The experimenter across from you, wearing a lab coat and an identification tag, places his clipboard on the table. He explains the day’s experiment. “I’m thinking of a rule which generates triples of integers,” he begins. “I’ll first give you one example of a triple conforming to the rule. Then, you must propose additional triples, and I’ll give immediate feedback: yes or no. You must try to guess the rule after submitting as few questions as possible. Ready?”

The experiment begins. “2, 4, 6.”

- You: “4, 6, 8?” Experimenter: “Yes”.
- You: “6, 8, 10?” Experimenter: “Yes”.
- You: “10, 12, 14?” Experimenter: “Yes”.

“Ascending triples of consecutive even integers?” you blurt out. “No. Ascending sequences in general,” the experimenter responds, as he leans back and disdainfully scribbles something on his board. You’ve been defeated.

The famous *Wason’s 2-4-6 Task* was designed by P. C. Wason in 1960 [1] to investigate hypothesis-testing behavior in subjects. Wason’s experiment systematically exhibited the prevalence of what’s today called *confirmation bias* *–* most subjects sought only to confirm their own hypotheses, and rarely to refute them. We never tried a sequence which did *not* consist of consecutive even numbers! The sequence (20, 26, 48) would have still produced a yes, as would have (1, 2, 3); only if we had tried, say, (8, 3, 6) or even (6, 4, 2) would we have finally received a no. In Wason’s original experiment, only 6 of 29 subjects guessed correctly on their first attempt. Confirmation bias is one of humans’ most prominent and misleading cognitive biases.

**Generality**

The hypothesis-testing strategy we demonstrated above was surely a poor one. We must test against our own pet strategies! But it’s not especially clear what a better strategy would have looked like.

How could we make a better strategy? We could imagine progressively expanding to higher degrees of generality until we reach a no.

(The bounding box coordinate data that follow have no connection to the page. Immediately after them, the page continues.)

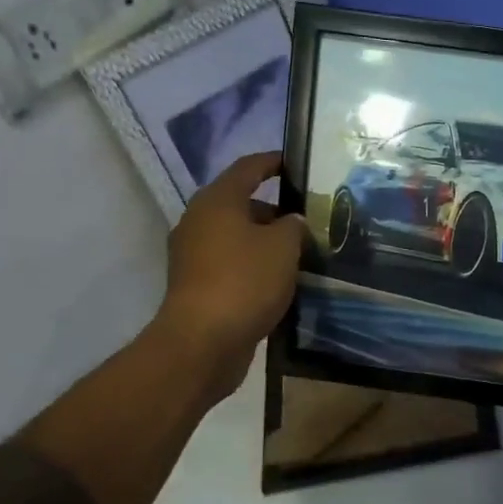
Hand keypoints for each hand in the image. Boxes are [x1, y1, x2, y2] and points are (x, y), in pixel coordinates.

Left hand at [157, 152, 308, 366]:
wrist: (204, 341)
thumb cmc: (245, 281)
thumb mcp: (284, 246)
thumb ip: (293, 226)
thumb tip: (291, 220)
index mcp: (217, 201)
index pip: (248, 168)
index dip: (273, 162)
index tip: (296, 163)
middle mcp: (199, 221)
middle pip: (241, 204)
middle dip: (275, 210)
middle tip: (309, 219)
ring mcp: (193, 255)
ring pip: (237, 236)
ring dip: (265, 241)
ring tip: (300, 251)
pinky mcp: (197, 284)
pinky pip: (232, 263)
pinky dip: (254, 265)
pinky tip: (280, 280)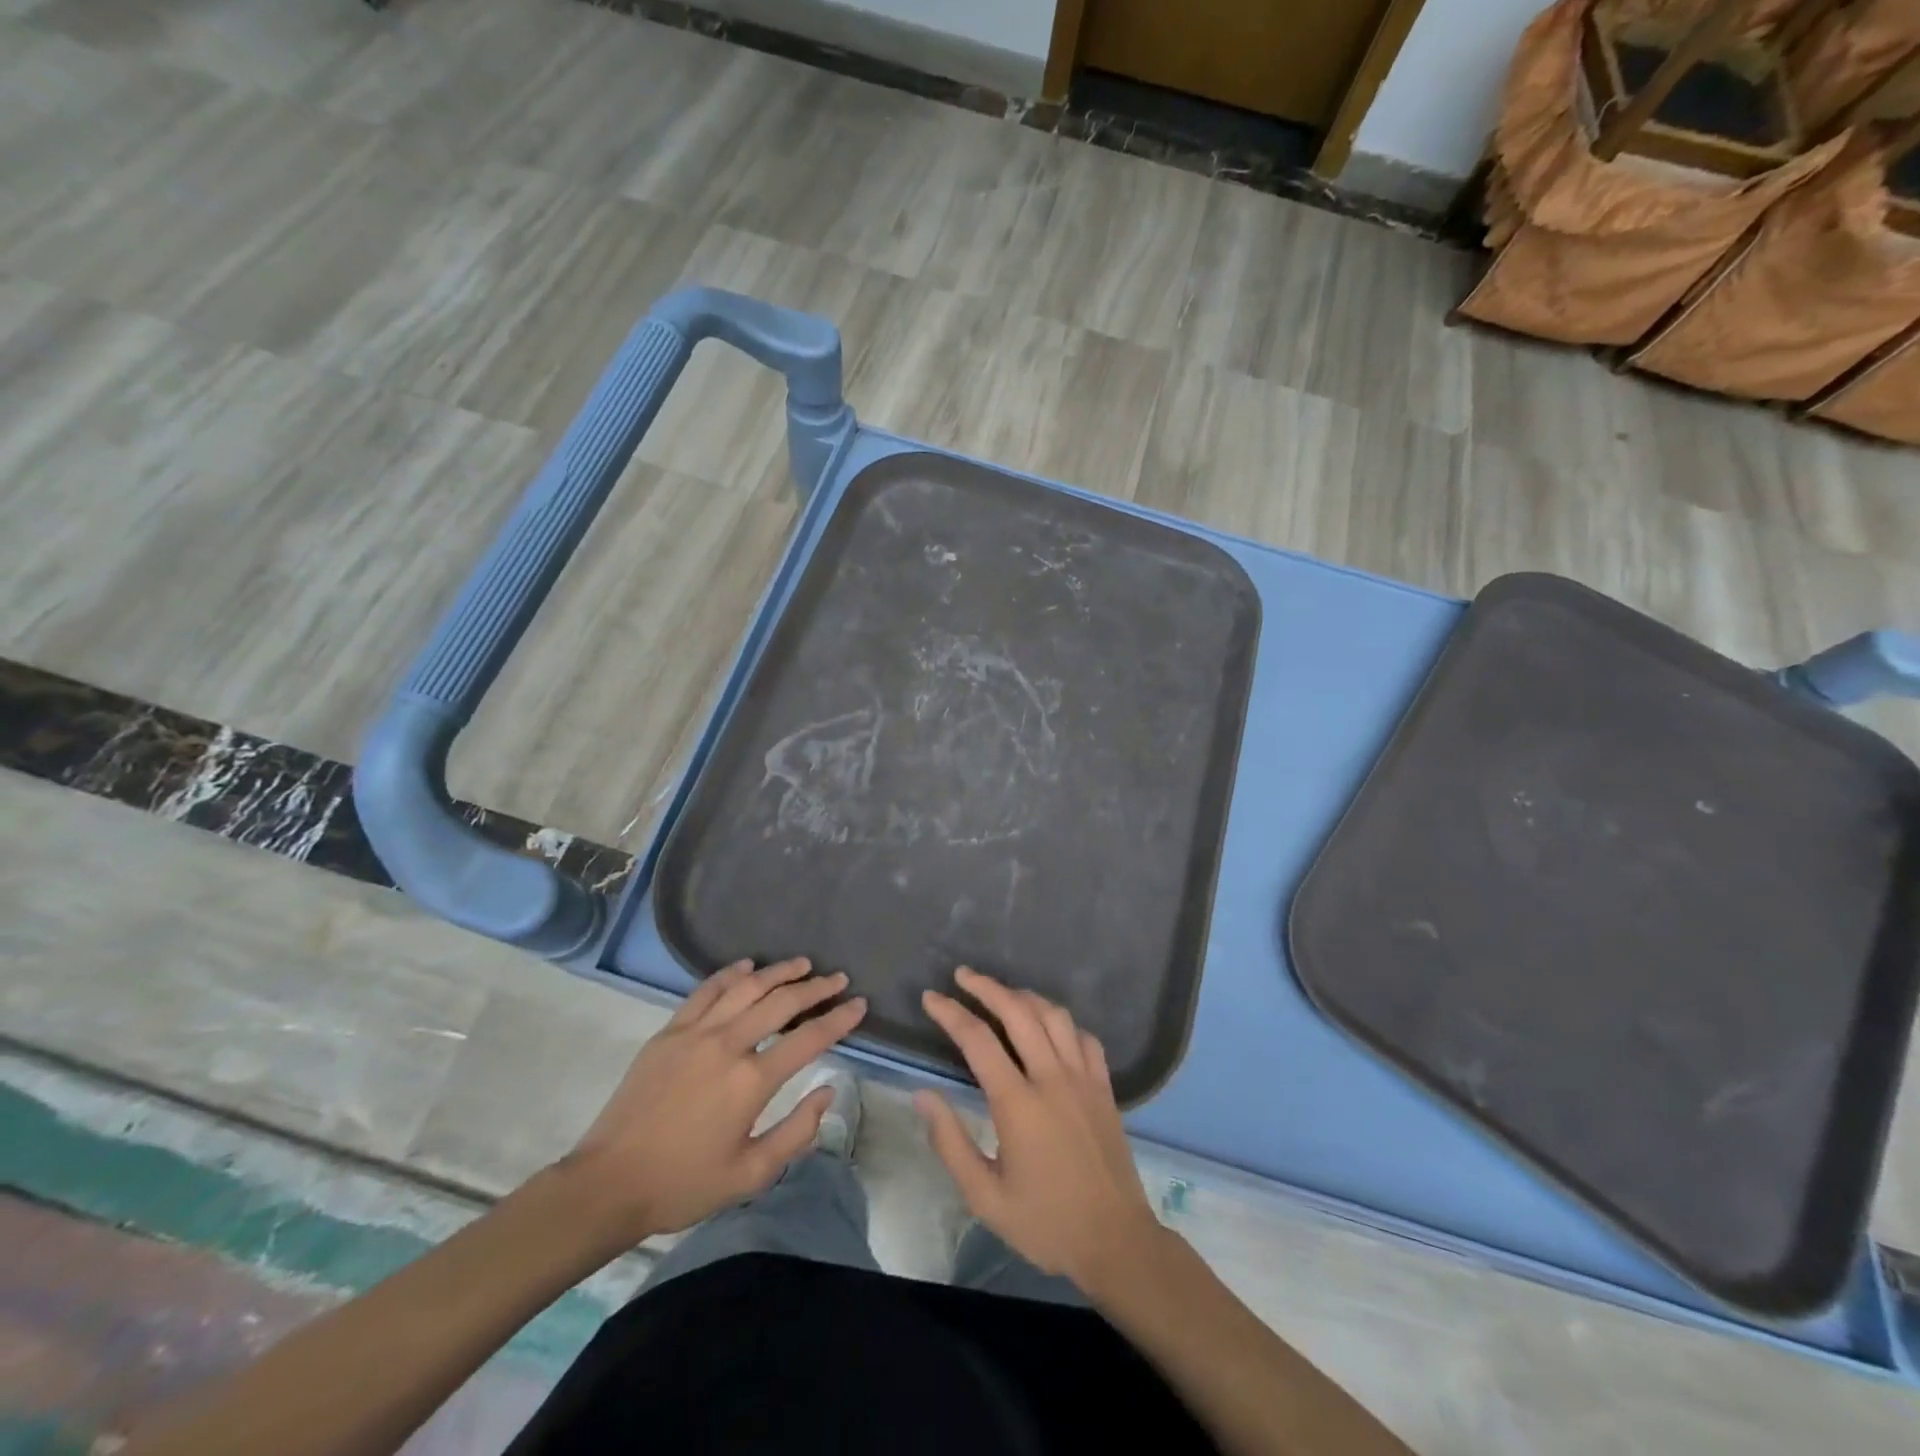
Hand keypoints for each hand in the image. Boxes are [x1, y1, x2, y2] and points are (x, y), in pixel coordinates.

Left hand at [560, 958, 866, 1244]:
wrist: (608, 1184)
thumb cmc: (684, 1185)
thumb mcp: (750, 1174)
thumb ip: (797, 1132)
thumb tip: (828, 1092)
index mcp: (752, 1081)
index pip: (809, 1038)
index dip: (839, 1019)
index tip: (859, 1004)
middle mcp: (728, 1044)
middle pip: (781, 1002)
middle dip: (816, 987)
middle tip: (837, 978)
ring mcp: (695, 1033)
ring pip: (746, 987)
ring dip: (778, 972)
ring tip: (802, 963)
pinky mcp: (669, 1032)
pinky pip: (706, 991)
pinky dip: (730, 974)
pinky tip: (747, 967)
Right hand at [916, 967, 1163, 1292]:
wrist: (1116, 1242)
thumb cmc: (1045, 1223)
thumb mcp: (985, 1197)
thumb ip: (950, 1142)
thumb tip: (922, 1095)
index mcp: (1019, 1104)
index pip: (978, 1040)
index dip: (951, 1013)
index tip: (931, 998)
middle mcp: (1052, 1078)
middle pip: (1018, 1012)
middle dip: (986, 987)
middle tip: (962, 975)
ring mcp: (1083, 1078)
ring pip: (1054, 1016)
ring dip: (1024, 996)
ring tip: (1002, 993)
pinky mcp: (1104, 1086)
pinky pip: (1084, 1037)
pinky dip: (1062, 1022)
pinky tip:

- Subject: “4, 6, 8?” (Ascending consecutive even integers.) Experimenter: “Yes”.
- Subject: “4, 10, 100?” (Ascending even integers, but not necessarily consecutive.) Experimenter: “Yes”.
- Subject: “5, 30, 37?” (Ascending integers, but not necessarily even.) Experimenter: “Yes”.
- Subject; “70, 30, 53?” (Integers, not necessarily ascending.) Experimenter: “No”.

We’re finally in a position to make an educated guess. “Ascending sequences of integers?” “Correct”.

A more promising strategy emerges. We may imagine a sequence of candidate solutions, arranged in order of increasing generality. We march along our chain until the experimenter’s yes becomes a no. At this farthest juncture, the rule lies. We could also imagine moving in the other direction: steadily narrowing our generality until we finally break into acceptable ground. Better yet – and with an eye to the algorithms of computer science (this would work especially well if our ordered chain were quite long) – we could perform a binary search on our ordered sequence, repeatedly bisecting the candidate pool using the experimenter’s responses until we reached our critical point.

**Branching**

This strategy too seems strange. How do we choose the order of our successive generalizations? When we arrived at ascending even integers, we gathered that discarding evenness first was the next natural step, with discarding ascendingness to ultimately follow. But why didn’t we first discard ascendingness, and then discard evenness, ending as we did before on general arbitrary integers? Instead of a linear chain, we see two paths which split from each other and then immediately rejoin.

Worse still, choosing the other path would have gotten us into trouble. Upon first discarding ascendingness (guessing even integers, not necessarily ascending), we would have immediately received a no. We would then know that descending sequences produce trouble. The test concerning evenness, though, would remain yet undone, and the impending extra no could offer us no additional clues about the role played by evenness. The role of evenness would remain mysterious. Our algorithm would have had us incorrectly submit *ascending even sequences as* our final answer, an excessively “safe” guess. The tests are out of order.

We could consider a more advanced strategy. When we receive a no, we move back into safe ground, and then try generalizing in a *different* way. When all avenues forward seem to fail, we mark the farthest point as a candidate.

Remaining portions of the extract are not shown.